Scientists want to bring the woolly mammoth back to life
It's possible that even after a species goes extinct, it can be reincarnated.
Right now, we're on the brink of Earth's sixth mass extinction period – this one brought on by human activity. But it's possible that even after a species goes extinct, it can be reincarnated. We've known this is possible in theory for years now, but one company is actually putting the concept to the test.
Colossal Laboratories and Biosciences is a biotech and bioscience company specializing in animal conservation and, more remarkably, genetic engineering to bring back long-extinct species. Its sights are set on two animals in particular: woolly mammoths and the Tasmanian tiger. The company's recently added the dodo to that list, too.
And that woolly mammoth thing isn't so much a pipe dream as it is a foreseeable reality. That's right; the mammoth is coming back. Maybe…
Just a bit of context – the last of the woolly mammoths went extinct around 1650 B.C., so humans have definitely encountered them, just not in a long while. Now, Colossal is saying that it has the technology and the personnel to create live woolly mammoth calves by 2027. Last year, the firm got US$60 million in additional funding, which has really propelled this project forward. Even though it began in 2021, Colossal has an actual timeline now with feasible results.
Because woolly mammoth DNA is a 99.6 percent match to the Asian elephant, the Colossal team has a relatively small genetic gap to fill in order to bring back the species. "In the minds of many, this creature is gone forever," the company says. "But not in the minds of our scientists, nor the labs of our company. We're already in the process of the de-extinction of the Woolly Mammoth. Our teams have collected viable DNA samples and are editing the genes that will allow this wonderful megafauna to once again thunder through the Arctic."

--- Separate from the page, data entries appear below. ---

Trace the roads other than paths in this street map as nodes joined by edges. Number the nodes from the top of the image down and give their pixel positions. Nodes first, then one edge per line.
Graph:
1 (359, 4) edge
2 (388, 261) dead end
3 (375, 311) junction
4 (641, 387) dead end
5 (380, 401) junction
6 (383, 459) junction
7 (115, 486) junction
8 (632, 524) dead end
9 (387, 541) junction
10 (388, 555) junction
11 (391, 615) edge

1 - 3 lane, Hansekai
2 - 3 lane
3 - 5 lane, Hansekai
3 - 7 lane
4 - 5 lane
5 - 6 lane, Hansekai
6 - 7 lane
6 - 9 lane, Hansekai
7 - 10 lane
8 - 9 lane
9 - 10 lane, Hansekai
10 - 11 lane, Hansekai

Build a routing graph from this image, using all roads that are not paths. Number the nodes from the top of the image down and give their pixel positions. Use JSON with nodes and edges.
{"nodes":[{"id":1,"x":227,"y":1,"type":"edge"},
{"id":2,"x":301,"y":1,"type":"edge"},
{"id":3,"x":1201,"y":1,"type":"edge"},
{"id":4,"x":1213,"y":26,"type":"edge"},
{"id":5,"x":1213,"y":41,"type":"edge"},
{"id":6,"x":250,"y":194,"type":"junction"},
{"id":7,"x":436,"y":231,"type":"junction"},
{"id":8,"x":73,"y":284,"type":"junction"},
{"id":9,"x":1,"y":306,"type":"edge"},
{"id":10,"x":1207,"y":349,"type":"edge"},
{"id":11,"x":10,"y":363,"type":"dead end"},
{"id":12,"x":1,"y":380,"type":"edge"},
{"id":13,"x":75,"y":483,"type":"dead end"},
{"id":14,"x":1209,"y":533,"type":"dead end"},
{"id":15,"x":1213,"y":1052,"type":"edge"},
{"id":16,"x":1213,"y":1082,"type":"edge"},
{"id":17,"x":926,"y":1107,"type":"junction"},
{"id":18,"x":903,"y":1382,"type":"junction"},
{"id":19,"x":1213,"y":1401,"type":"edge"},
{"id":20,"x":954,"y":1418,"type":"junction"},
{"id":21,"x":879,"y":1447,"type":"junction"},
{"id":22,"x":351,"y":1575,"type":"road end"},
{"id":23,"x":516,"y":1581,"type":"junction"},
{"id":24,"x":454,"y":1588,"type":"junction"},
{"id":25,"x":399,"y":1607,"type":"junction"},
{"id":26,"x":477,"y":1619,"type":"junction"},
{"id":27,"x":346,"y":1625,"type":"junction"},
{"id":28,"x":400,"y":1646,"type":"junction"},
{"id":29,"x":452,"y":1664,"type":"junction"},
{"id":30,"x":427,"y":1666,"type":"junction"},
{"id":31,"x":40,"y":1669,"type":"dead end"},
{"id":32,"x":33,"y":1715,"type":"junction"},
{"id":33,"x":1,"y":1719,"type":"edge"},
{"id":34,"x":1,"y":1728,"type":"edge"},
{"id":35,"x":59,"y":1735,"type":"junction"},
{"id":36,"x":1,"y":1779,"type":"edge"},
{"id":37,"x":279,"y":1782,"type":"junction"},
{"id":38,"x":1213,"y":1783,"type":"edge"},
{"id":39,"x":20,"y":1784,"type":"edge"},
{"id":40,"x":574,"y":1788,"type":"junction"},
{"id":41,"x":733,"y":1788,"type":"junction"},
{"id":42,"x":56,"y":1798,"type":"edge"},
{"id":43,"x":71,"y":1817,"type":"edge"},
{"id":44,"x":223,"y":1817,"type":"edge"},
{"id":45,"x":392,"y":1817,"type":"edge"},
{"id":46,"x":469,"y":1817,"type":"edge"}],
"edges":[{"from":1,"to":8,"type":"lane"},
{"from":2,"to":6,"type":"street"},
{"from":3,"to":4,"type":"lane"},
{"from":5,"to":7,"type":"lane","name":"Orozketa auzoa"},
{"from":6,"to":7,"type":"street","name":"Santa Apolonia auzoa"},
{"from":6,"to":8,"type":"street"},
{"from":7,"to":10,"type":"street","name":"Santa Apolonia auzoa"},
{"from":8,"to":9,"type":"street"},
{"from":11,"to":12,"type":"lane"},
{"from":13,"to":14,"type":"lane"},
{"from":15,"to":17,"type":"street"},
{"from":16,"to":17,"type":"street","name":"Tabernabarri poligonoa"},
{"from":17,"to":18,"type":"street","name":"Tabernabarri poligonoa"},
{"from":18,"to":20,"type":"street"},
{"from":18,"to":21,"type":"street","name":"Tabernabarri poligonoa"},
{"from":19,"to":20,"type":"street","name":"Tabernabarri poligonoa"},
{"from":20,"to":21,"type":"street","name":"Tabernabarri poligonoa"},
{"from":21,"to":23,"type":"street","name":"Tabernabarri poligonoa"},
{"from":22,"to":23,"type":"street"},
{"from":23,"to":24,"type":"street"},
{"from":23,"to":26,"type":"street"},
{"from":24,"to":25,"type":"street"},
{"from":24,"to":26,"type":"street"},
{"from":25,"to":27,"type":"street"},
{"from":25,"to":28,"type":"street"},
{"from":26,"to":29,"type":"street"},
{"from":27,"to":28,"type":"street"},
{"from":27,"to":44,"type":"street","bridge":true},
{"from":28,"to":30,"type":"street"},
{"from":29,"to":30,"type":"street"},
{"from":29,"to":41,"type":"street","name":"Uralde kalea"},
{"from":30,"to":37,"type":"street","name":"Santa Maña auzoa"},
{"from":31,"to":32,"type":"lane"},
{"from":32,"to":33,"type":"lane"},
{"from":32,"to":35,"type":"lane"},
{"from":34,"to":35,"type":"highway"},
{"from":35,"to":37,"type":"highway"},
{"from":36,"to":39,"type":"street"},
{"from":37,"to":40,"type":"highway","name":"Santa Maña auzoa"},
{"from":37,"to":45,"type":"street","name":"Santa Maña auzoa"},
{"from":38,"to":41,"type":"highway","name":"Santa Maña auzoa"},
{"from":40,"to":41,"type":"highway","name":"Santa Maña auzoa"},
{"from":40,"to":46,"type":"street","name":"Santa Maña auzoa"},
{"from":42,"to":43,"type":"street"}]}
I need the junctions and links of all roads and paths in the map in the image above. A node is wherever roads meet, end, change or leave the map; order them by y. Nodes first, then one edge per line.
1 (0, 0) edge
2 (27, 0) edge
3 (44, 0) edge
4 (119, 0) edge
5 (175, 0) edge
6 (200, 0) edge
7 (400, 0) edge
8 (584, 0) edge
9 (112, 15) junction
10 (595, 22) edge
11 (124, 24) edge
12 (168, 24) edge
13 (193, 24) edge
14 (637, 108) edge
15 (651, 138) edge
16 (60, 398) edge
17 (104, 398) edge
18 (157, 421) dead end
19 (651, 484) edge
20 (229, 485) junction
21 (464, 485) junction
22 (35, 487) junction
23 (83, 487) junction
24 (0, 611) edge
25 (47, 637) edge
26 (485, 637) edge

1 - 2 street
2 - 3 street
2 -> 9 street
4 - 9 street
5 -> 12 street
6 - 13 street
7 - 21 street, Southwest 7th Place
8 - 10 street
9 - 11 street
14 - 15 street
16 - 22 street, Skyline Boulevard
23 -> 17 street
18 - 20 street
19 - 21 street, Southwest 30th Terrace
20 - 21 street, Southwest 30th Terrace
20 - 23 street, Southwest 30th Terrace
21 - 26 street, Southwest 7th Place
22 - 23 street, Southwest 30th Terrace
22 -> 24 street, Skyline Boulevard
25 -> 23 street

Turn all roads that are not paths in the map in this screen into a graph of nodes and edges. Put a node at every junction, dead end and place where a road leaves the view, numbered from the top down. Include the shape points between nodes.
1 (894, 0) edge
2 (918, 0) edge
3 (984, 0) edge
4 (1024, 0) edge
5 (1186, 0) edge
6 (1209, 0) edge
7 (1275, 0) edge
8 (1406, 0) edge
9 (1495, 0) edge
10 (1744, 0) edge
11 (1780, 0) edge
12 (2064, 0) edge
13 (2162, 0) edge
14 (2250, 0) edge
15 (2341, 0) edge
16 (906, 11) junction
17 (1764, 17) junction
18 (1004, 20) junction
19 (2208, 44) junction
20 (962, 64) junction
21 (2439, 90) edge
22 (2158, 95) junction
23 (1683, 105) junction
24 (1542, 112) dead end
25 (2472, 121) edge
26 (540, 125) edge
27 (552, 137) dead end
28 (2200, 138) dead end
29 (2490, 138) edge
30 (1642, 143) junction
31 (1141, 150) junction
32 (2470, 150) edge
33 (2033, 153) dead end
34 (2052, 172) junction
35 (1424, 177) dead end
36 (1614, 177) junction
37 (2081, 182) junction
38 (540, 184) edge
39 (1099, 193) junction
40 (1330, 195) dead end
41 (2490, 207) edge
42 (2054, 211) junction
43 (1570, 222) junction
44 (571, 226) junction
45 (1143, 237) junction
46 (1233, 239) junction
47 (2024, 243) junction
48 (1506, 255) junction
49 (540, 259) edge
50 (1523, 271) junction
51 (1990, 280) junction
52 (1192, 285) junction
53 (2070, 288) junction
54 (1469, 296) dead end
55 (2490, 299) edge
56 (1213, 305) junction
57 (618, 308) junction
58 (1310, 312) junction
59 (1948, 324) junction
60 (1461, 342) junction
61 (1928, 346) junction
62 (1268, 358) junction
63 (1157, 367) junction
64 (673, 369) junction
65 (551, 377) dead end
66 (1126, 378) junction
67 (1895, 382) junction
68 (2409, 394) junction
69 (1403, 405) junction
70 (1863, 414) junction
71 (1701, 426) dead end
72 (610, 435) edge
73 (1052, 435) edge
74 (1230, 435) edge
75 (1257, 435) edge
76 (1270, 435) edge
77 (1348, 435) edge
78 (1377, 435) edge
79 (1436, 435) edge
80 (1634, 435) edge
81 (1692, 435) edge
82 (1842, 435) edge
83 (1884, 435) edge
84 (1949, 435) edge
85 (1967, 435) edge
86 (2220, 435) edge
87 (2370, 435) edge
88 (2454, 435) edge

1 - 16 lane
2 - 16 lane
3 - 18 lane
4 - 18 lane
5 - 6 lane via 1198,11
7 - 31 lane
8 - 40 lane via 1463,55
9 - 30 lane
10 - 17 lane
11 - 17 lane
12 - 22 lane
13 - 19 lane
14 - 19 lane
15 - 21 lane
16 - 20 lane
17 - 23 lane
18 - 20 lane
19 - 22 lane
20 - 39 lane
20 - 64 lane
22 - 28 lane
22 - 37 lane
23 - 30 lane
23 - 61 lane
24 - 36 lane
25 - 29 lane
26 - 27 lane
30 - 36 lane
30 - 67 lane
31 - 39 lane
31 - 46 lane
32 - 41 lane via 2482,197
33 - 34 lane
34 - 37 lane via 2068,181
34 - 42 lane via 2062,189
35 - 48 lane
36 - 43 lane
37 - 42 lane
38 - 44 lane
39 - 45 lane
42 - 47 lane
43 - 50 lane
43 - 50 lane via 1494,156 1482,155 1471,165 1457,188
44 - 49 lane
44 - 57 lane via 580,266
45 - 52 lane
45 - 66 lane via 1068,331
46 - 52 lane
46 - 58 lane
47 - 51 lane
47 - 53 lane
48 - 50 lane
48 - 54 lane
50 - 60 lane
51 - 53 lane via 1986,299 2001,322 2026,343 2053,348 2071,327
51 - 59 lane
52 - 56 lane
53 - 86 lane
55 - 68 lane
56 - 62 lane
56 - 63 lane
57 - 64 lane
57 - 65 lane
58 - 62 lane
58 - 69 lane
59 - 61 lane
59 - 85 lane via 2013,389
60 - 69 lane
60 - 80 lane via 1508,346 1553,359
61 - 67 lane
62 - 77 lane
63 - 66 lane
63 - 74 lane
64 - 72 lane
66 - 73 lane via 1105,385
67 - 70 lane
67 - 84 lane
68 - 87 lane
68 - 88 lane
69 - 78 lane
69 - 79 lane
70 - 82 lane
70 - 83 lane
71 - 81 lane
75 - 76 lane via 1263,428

The process goes like this: Colossal scientists will create an embryo of a woolly mammoth through the process of gene editing (essentially, cutting and replacing certain DNA strands). They'll place that embryo in an African elephant, where it will grow into a baby mammoth, and the elephant will give birth to it. After years of perfecting this process and seeing how things go, Colossal wants to repopulate the parts of the Arctic with mammoths.